Let y = px2 - 6x + q.

Now, obviously p cannot be zero or this will not be quadratic. If p is positive, the graph will be “smiley face” and will have a minimum point ie minimum value. If p is negative, the graph will be “sad face” and will have a maximum point ie maximum value.

Though p and q can take several values, a specific value of p will lead to a specific value of q.

In the simplest case, let p = 1. This leads to a minimum value.

y = x2 - 6x + q
= x2 - 6x + (-3)^2 - (-3)^2 + q
= (x - 3)^2 - 9 + q
= (x - 3)^2 + q - 9

The expression outside the perfect square brackets ie “q - 9” will result in the maximum or minimum value of the graph (here, a minimum since p = 1).

For the minimum value to equal 8,
q - 9 = 8
q = 17

So a pair of possible values for p and q to achieve a minimum of 8 is p = 1, q = 17.
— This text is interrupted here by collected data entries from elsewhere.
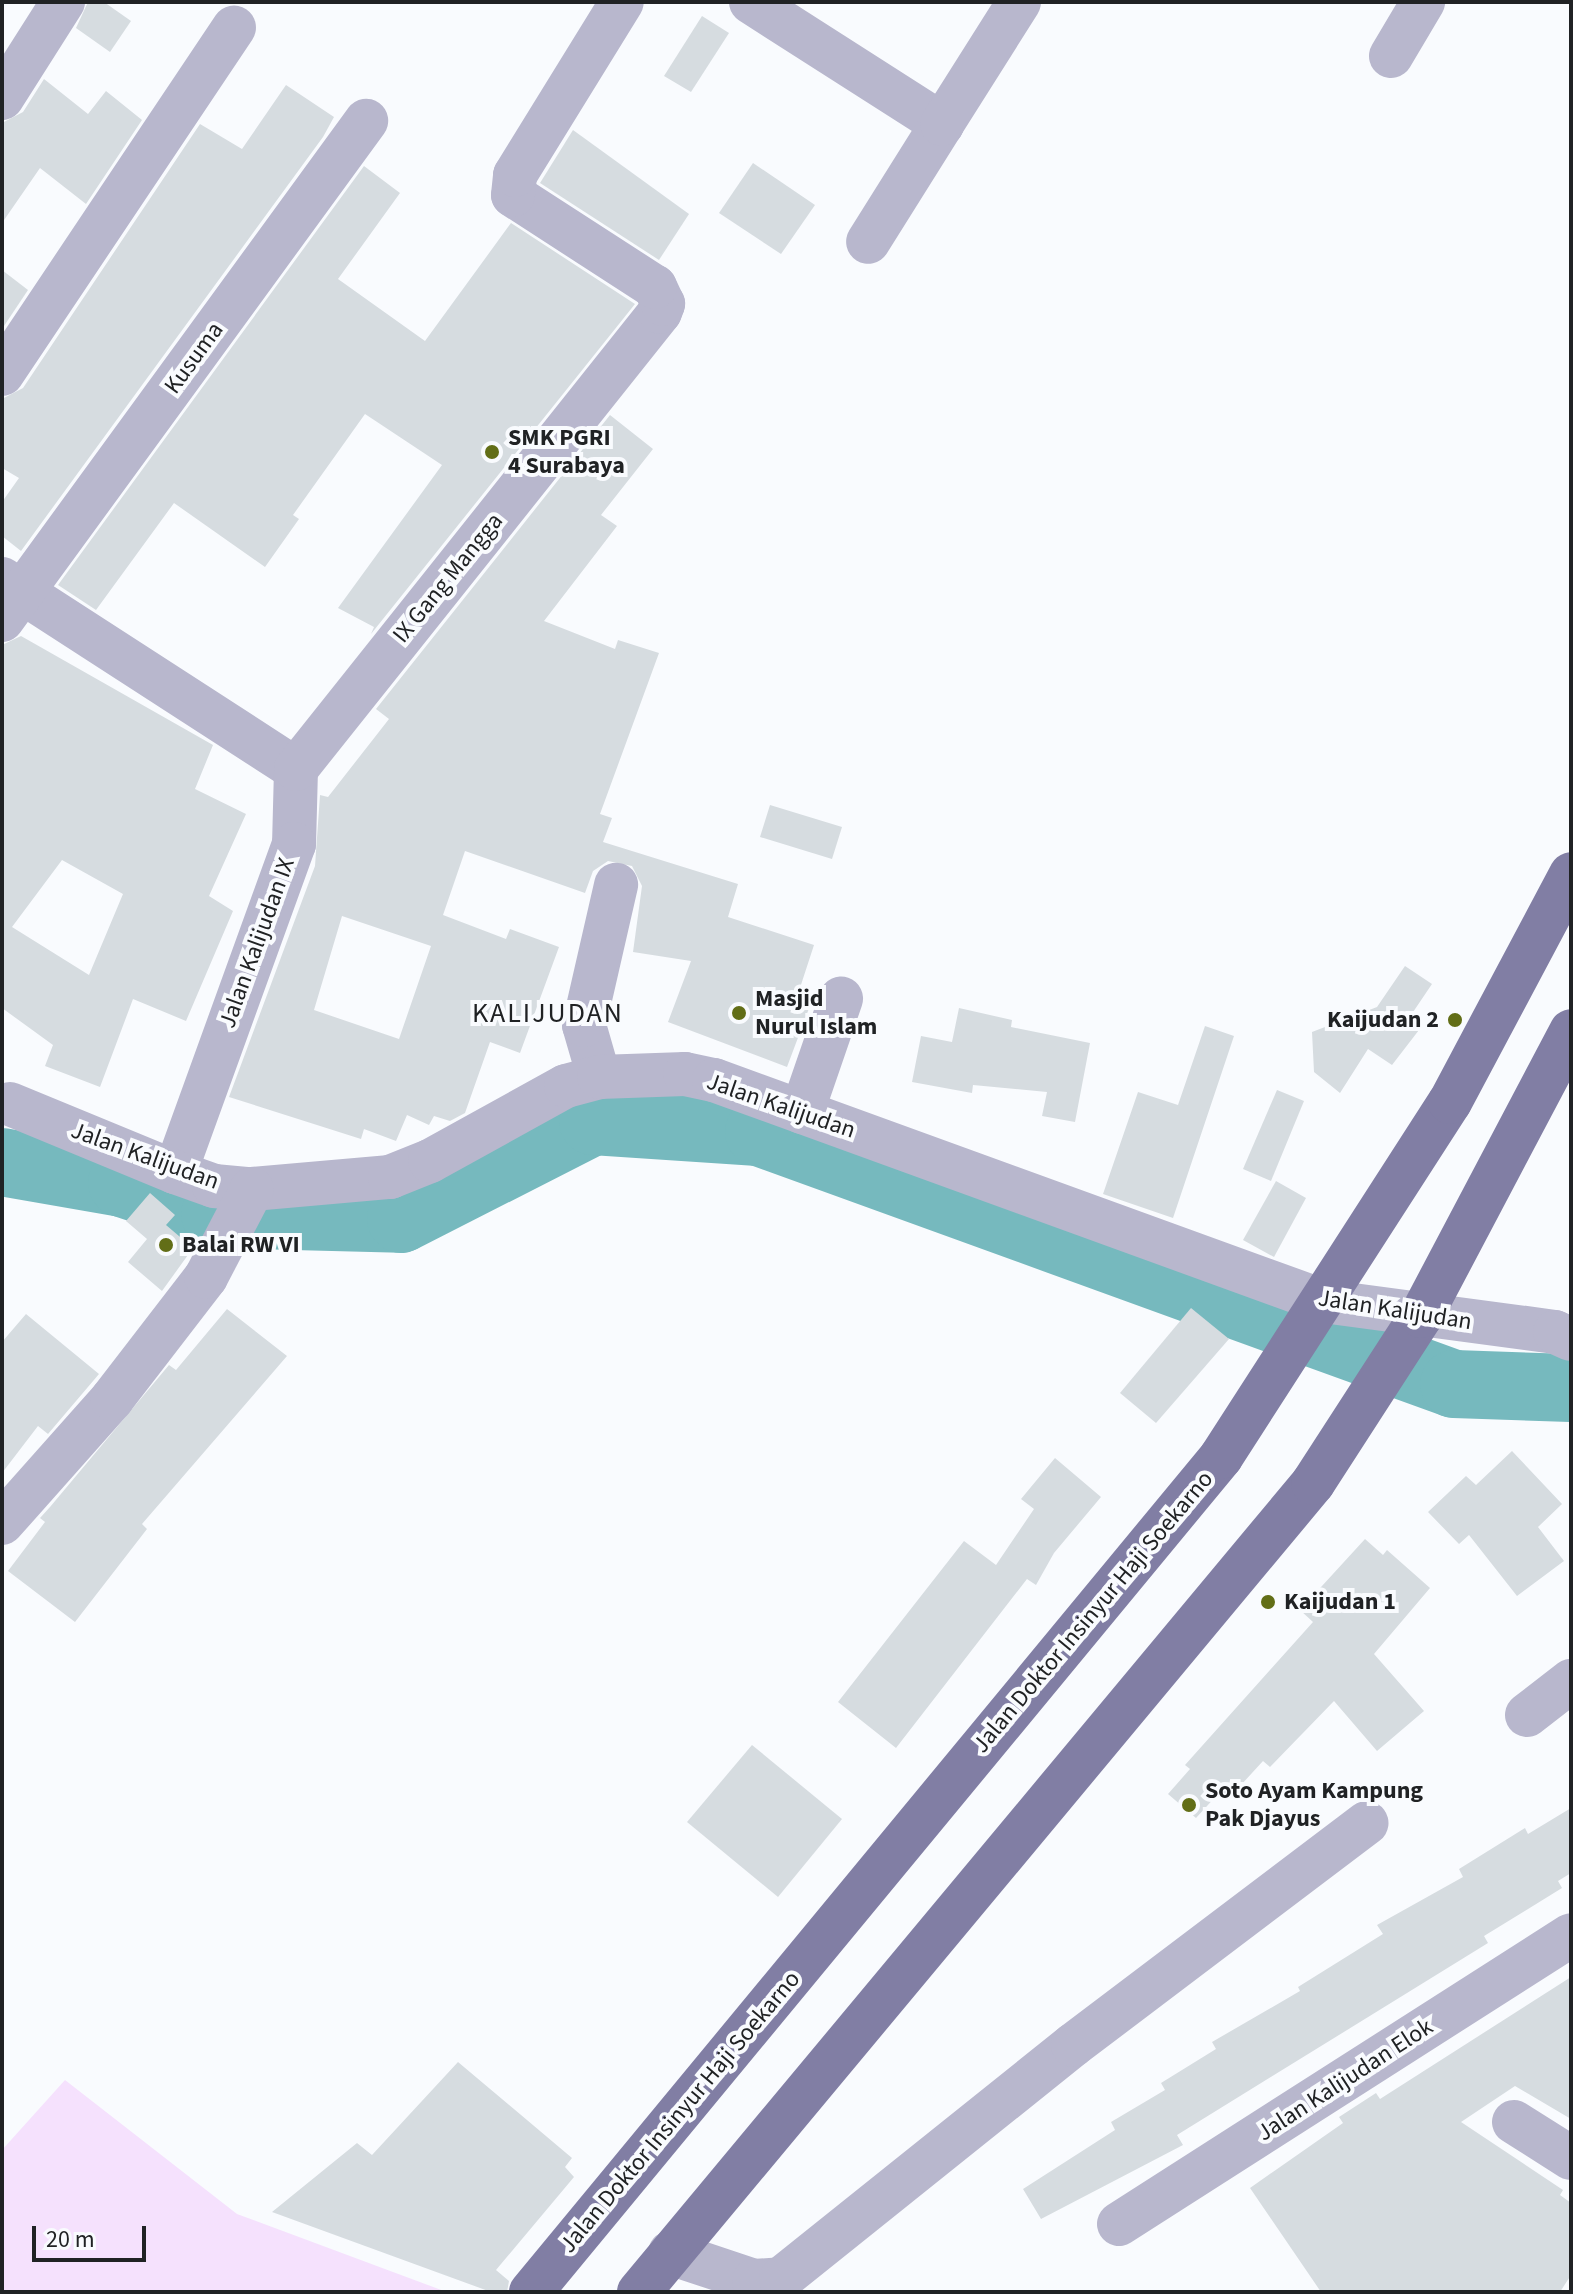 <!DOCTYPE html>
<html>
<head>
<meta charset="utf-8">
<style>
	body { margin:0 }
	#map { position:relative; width:1573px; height:2294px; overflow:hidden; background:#f9fbfe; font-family:"Source Sans 3",sans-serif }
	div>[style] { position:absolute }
	.green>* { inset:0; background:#f5e1fd }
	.river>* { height:68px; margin:-34px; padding:0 34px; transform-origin:34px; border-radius:34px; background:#76b9be }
	.building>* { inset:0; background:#d6dce0 }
	.minor>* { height:44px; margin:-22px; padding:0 22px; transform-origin:22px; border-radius:22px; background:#b8b7cd }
	.major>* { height:44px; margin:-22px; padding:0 22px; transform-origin:22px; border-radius:22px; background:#817ea4 }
	.dots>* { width:22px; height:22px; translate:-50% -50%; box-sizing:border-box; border:4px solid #f9fbfe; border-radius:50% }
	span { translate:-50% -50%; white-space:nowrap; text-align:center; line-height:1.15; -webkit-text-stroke:8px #f9fbfe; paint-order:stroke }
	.street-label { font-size:24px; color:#202224 }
	.poi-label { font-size:24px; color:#202224; font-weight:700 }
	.left { translate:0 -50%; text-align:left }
	.right { translate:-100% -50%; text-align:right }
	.quarter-label { font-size:28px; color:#202224; letter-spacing:2px }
	.frame { position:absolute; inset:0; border:4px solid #202224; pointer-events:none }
	.scale { position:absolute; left:32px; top:2226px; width:114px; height:36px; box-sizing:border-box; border:4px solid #202224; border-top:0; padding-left:10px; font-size:24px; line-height:28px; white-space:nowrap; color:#202224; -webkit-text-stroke:6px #f9fbfe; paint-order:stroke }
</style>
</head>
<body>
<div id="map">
	<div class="green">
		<i style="clip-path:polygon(65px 2080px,237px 2214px,444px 2291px,2px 2292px,2px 2150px)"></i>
	</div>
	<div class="river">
		<i style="left:2px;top:1162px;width:122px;rotate:9.9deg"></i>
		<i style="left:122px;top:1183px;width:98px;rotate:18.4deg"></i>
		<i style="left:215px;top:1214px;width:186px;rotate:1.5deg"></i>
		<i style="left:401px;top:1219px;width:216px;rotate:-27deg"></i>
		<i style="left:593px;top:1121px;width:166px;rotate:3.8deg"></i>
		<i style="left:759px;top:1132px;width:739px;rotate:19.93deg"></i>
		<i style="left:1454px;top:1384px;width:117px;rotate:2deg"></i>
	</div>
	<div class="building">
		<i style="clip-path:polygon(88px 2px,104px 2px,131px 21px,110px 52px,76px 28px)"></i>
		<i style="clip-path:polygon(702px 16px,729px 33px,691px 92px,664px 76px)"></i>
		<i style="clip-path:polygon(44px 79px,88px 114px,106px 91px,142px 120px,86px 204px,40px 168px,2px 223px,2px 123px,23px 112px)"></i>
		<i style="clip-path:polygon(286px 85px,334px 117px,323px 137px,21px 551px,2px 536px,2px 502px,19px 478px,2px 468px,2px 399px,23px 388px,200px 124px,242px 149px)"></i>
		<i style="clip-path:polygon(573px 130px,689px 214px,659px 260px,540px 183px)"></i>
		<i style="clip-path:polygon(753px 163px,815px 205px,781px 254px,719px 213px)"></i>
		<i style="clip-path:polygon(364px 166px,400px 193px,338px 279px,425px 341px,511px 223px,635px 304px,371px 634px,374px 627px,338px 608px,442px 465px,365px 414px,293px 515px,299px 519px,265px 567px,174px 503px,96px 610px,58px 585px)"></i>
		<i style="clip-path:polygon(2px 270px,28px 290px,2px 329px)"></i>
		<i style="clip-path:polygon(evenodd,610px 415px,653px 449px,601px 515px,617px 526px,544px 621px,615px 649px,618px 640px,659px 653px,600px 814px,612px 818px,603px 842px,738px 884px,728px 917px,814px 945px,797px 997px,811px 1003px,787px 1067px,668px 1022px,691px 961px,633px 952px,642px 886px,632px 866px,608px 861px,593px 871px,585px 893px,465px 851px,443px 915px,506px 939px,510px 929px,559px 947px,520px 1053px,490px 1042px,465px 1113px,450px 1121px,434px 1116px,429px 1125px,407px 1115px,396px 1141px,364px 1129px,361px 1139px,229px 1097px,315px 866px,320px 795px,328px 797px,389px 719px,376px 709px,610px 415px,342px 916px,431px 946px,399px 1039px,314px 1010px,342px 916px)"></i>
		<i style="clip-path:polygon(evenodd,21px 636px,213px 745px,195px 789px,246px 814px,209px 896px,233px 911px,186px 1021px,133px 999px,100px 1087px,45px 1066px,53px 1045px,2px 1008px,2px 645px,21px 636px,62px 860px,123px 894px,89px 975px,12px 927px,62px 860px)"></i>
		<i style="clip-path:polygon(770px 805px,842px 827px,832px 859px,760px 837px)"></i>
		<i style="clip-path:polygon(1405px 966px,1432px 984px,1407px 1021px,1419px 1030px,1392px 1065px,1368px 1049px,1340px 1093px,1314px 1072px,1312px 1032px,1377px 1007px)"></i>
		<i style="clip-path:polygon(959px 1008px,1012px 1020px,1011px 1027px,1090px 1043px,1075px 1122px,1042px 1116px,1047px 1092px,973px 1085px,972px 1093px,912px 1082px,921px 1036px,952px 1042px)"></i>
		<i style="clip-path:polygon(1205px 1026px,1234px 1036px,1173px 1218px,1103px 1194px,1138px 1092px,1178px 1105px)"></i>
		<i style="clip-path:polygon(1277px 1090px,1304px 1101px,1271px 1181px,1243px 1169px)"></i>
		<i style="clip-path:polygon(1276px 1181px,1306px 1198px,1274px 1257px,1243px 1240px)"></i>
		<i style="clip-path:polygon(150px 1193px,175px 1215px,166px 1225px,193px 1248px,162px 1291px,128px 1262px,147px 1239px,126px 1221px)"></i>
		<i style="clip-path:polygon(1191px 1308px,1229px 1339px,1156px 1423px,1120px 1393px)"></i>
		<i style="clip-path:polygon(227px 1309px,287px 1356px,142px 1524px,147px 1529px,75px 1622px,8px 1571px,45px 1522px,40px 1518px,50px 1507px,169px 1365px,176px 1370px)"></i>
		<i style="clip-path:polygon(26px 1314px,99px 1374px,48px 1434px,38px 1426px,2px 1473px,2px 1342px)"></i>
		<i style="clip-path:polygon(1512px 1451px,1562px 1504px,1538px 1527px,1564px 1561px,1517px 1596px,1469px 1535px,1459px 1544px,1428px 1512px,1466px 1476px,1476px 1485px)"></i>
		<i style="clip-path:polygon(1055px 1458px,1101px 1497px,1054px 1553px,1036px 1585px,1027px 1579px,896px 1748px,838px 1702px,964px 1541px,996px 1565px,1034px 1509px,1021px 1499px)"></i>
		<i style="clip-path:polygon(1365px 1539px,1383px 1555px,1387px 1550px,1430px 1588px,1374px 1654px,1424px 1711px,1377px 1751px,1334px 1701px,1270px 1767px,1263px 1761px,1241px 1785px,1224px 1799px,1218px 1794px,1196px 1818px,1168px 1794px,1190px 1769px,1185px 1765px,1313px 1622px,1300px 1610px)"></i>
		<i style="clip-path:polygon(752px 1745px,842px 1819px,778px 1897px,687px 1822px)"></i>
		<i style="clip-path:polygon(1571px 1808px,1571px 1873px,1558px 1881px,1562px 1888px,1484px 1936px,1488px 1943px,1177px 2135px,1183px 2145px,1041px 2219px,1023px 2189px,1115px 2130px,1111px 2122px,1165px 2090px,1161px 2083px,1216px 2049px,1212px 2042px,1300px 1991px,1298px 1987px,1383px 1934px,1377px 1925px,1463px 1877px,1459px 1869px,1525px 1828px,1528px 1834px)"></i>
		<i style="clip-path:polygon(1571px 1977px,1571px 2119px,1515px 2086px,1461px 2122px,1563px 2190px,1560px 2195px,1571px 2203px,1571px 2275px,1560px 2292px,1321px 2292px,1250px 2188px,1343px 2123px,1339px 2117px,1376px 2093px,1380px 2099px)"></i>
		<i style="clip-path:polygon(458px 2062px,572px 2158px,565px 2167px,574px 2177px,496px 2270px,509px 2281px,507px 2292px,491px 2292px,272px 2212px,357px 2143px,372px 2155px)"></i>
	</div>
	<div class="minor">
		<i style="left:751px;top:2px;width:227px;rotate:32.6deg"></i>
		<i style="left:942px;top:124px;width:139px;rotate:122.1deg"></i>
		<i style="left:1391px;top:56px;width:63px;rotate:-59.3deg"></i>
		<i style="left:2px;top:98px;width:114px;rotate:-57.6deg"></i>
		<i style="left:942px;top:124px;width:144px;rotate:-57.7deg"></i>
		<i style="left:2px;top:374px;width:417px;rotate:-56.2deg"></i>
		<i style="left:2px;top:579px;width:350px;rotate:32.9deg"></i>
		<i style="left:296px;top:769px;width:75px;rotate:91.5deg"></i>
		<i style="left:294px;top:844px;width:349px;rotate:109.9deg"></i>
		<i style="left:2px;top:620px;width:618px;rotate:-53.89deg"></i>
		<i style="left:296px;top:769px;width:584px;rotate:-51.46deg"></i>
		<i style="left:660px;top:312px;width:9px;rotate:-69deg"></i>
		<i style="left:663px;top:304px;width:19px;rotate:-115deg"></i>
		<i style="left:655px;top:287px;width:169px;rotate:-147.1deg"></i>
		<i style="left:513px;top:195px;width:20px;rotate:-84deg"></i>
		<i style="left:515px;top:175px;width:203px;rotate:-58.3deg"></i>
		<i style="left:599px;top:1077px;width:54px;rotate:-106.1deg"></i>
		<i style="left:584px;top:1025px;width:144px;rotate:-77.1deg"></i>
		<i style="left:10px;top:1104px;width:178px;rotate:22.4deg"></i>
		<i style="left:175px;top:1172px;width:41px;rotate:19.7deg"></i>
		<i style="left:214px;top:1186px;width:38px;rotate:5deg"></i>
		<i style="left:252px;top:1189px;width:139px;rotate:-5deg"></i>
		<i style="left:390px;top:1177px;width:43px;rotate:-21.8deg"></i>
		<i style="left:430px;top:1161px;width:155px;rotate:-28.9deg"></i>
		<i style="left:566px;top:1086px;width:34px;rotate:-15deg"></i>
		<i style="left:599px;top:1077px;width:86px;rotate:-2deg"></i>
		<i style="left:685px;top:1074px;width:30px;rotate:12deg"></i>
		<i style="left:714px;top:1080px;width:648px;rotate:19.95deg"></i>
		<i style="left:1323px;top:1301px;width:234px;rotate:7.6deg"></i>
		<i style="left:1555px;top:1332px;width:17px;rotate:24deg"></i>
		<i style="left:802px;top:1112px;width:120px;rotate:-71deg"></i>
		<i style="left:2px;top:1523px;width:166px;rotate:-48.4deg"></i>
		<i style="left:112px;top:1399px;width:154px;rotate:-52.4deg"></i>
		<i style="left:206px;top:1277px;width:99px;rotate:-62.4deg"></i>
		<i style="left:1527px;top:1715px;width:56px;rotate:-37.7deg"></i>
		<i style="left:1514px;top:2122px;width:67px;rotate:32.3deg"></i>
		<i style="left:1119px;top:2224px;width:536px;rotate:-32.59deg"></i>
		<i style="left:670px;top:2253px;width:89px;rotate:18.4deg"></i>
		<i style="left:754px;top:2281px;width:27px;rotate:-4deg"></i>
		<i style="left:781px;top:2279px;width:374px;rotate:-38.7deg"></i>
		<i style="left:1073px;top:2045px;width:368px;rotate:-37.1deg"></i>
	</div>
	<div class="major">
		<i style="left:531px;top:2292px;width:1083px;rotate:-50.43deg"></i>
		<i style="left:1221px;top:1457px;width:422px;rotate:-57.2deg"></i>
		<i style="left:1450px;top:1102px;width:258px;rotate:-62deg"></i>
		<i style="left:639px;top:2292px;width:1053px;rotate:-50.2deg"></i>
		<i style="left:1313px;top:1483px;width:199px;rotate:-57.1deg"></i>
		<i style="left:1421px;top:1316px;width:322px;rotate:-62.2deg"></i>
	</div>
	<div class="dots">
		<i style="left:492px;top:452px;background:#626e17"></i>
		<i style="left:739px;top:1013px;background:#626e17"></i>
		<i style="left:1455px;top:1020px;background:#626e17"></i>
		<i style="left:166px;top:1245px;background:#626e17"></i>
		<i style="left:1268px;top:1602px;background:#626e17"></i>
		<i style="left:1189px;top:1805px;background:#626e17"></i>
	</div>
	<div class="street-label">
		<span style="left:194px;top:358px;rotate:-54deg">Kusuma</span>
		<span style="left:448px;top:578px;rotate:-51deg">IX Gang Mangga</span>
		<span style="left:257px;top:943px;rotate:-70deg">Jalan Kalijudan IX</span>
		<span style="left:781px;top:1106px;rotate:19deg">Jalan Kalijudan</span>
		<span style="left:145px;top:1156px;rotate:20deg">Jalan Kalijudan</span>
		<span style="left:1395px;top:1310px;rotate:9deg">Jalan Kalijudan</span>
		<span style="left:1093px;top:1612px;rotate:-50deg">Jalan Doktor Insinyur Haji Soekarno</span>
		<span style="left:1345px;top:2080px;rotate:-33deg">Jalan Kalijudan Elok</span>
		<span style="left:680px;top:2112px;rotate:-50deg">Jalan Doktor Insinyur Haji Soekarno</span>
	</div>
	<div class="poi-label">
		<span class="left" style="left:508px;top:452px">SMK PGRI<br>4 Surabaya</span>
		<span class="left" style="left:755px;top:1013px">Masjid<br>Nurul Islam</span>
		<span class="right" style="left:1439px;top:1020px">Kaijudan 2</span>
		<span class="left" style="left:182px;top:1245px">Balai RW VI</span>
		<span class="left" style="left:1284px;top:1602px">Kaijudan 1</span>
		<span class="left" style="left:1205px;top:1805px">Soto Ayam Kampung<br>Pak Djayus</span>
	</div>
	<div class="quarter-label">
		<span style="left:548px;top:1013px">KALIJUDAN</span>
	</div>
	<div class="frame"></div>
	<div class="scale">20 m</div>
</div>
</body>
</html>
All we need to do is to change p to -1, but keep q as 17, for the minimum to change into maximum at y = 8.

So a pair of possible values for p and q to achieve a maximum of 8 is p = -1, q = 17.

Other possible values, using similar approaches, are

(Min) p = 3, q = 11
(Max) p = -3, q = 11

(Min) p = 2, q = 12.5
(Max) p = -2, q = 12.5

And many more, including decimal values of p.